[Stored data entries]
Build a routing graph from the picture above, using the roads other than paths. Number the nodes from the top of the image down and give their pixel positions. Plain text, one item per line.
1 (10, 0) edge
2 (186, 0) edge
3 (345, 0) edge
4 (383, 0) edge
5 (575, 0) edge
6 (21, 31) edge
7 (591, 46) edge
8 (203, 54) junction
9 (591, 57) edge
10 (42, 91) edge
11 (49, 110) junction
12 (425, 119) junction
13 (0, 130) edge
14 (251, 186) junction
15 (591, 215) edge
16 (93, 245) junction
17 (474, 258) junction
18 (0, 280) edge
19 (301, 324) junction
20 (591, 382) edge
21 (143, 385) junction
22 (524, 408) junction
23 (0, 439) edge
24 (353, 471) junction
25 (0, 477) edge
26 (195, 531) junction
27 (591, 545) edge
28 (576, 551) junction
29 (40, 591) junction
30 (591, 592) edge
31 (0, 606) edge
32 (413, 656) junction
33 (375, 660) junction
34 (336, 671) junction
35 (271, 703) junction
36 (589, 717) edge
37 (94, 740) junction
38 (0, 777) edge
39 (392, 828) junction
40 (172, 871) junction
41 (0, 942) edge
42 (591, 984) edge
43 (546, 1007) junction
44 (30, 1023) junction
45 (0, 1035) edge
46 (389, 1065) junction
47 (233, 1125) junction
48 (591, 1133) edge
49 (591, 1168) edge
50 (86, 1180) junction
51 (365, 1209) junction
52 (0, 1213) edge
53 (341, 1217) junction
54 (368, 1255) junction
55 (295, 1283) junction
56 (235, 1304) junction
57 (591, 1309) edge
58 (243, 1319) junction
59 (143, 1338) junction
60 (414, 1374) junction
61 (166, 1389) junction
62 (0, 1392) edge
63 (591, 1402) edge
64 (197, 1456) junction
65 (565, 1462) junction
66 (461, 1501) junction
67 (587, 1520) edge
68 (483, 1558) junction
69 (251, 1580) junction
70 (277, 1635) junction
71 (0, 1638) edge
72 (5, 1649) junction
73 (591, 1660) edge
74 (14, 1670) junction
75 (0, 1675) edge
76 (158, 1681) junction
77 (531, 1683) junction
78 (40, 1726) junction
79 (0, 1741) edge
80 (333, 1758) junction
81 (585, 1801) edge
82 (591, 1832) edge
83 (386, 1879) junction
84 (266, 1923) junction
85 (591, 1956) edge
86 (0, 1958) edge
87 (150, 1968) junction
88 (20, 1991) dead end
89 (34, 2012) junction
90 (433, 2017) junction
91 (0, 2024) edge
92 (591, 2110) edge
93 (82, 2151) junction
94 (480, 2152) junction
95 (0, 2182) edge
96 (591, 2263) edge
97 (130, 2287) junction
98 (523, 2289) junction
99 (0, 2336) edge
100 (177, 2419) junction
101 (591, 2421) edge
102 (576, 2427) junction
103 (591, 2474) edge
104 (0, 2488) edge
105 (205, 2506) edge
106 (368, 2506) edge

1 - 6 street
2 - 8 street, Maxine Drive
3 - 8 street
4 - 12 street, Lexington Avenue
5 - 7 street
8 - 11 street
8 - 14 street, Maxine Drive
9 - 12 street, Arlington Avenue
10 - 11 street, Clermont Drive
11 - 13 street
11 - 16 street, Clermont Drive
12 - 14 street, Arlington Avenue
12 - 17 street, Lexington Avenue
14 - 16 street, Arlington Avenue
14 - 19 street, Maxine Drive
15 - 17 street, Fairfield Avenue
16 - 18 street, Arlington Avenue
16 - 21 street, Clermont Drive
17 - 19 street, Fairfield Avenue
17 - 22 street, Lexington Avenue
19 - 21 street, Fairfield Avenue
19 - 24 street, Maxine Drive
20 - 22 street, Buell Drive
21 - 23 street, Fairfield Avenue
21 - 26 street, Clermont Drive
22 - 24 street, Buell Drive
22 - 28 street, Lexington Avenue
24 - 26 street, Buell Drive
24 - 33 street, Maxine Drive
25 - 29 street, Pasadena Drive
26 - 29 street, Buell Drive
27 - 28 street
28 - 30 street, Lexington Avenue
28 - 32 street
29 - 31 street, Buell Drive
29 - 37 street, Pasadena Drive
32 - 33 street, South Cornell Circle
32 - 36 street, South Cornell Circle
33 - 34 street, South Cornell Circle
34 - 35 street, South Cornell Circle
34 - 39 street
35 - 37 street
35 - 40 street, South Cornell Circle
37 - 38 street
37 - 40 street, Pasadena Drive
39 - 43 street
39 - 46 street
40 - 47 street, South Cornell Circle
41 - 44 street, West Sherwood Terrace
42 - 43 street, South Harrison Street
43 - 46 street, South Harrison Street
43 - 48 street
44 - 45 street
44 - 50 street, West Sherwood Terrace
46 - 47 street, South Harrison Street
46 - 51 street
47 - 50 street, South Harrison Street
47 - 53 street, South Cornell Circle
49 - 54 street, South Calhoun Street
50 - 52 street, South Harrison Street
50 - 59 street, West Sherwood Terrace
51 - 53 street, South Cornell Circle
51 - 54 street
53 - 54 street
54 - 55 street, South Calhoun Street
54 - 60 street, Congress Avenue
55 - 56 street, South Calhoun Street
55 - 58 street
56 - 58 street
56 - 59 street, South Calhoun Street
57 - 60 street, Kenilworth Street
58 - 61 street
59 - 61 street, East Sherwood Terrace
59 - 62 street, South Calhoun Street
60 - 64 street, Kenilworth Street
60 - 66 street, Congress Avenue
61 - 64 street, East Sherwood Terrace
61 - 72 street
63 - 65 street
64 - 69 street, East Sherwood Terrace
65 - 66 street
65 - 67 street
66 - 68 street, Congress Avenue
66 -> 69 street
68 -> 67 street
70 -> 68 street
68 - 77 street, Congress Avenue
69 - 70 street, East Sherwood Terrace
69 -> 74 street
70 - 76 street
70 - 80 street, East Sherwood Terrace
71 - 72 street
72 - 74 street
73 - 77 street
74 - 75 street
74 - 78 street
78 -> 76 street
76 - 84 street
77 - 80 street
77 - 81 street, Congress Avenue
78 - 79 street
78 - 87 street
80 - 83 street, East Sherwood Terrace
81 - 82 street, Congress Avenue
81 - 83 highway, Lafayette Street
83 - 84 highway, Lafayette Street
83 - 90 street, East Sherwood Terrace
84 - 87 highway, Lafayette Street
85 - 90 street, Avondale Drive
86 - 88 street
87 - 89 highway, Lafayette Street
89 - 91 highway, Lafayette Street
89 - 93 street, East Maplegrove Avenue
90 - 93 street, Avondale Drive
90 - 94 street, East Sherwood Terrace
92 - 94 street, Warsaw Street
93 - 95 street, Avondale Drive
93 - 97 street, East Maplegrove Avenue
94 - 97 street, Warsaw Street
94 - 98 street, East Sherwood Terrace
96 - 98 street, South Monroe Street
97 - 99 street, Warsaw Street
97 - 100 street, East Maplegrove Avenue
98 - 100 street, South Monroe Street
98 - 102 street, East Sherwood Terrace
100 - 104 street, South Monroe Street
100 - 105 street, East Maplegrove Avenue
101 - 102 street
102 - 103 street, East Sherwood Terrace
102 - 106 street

*What needs to be done*
Every line in the data above that contains the word "Avondale" counts; report how many there are and nothing more.

*Answer box*
3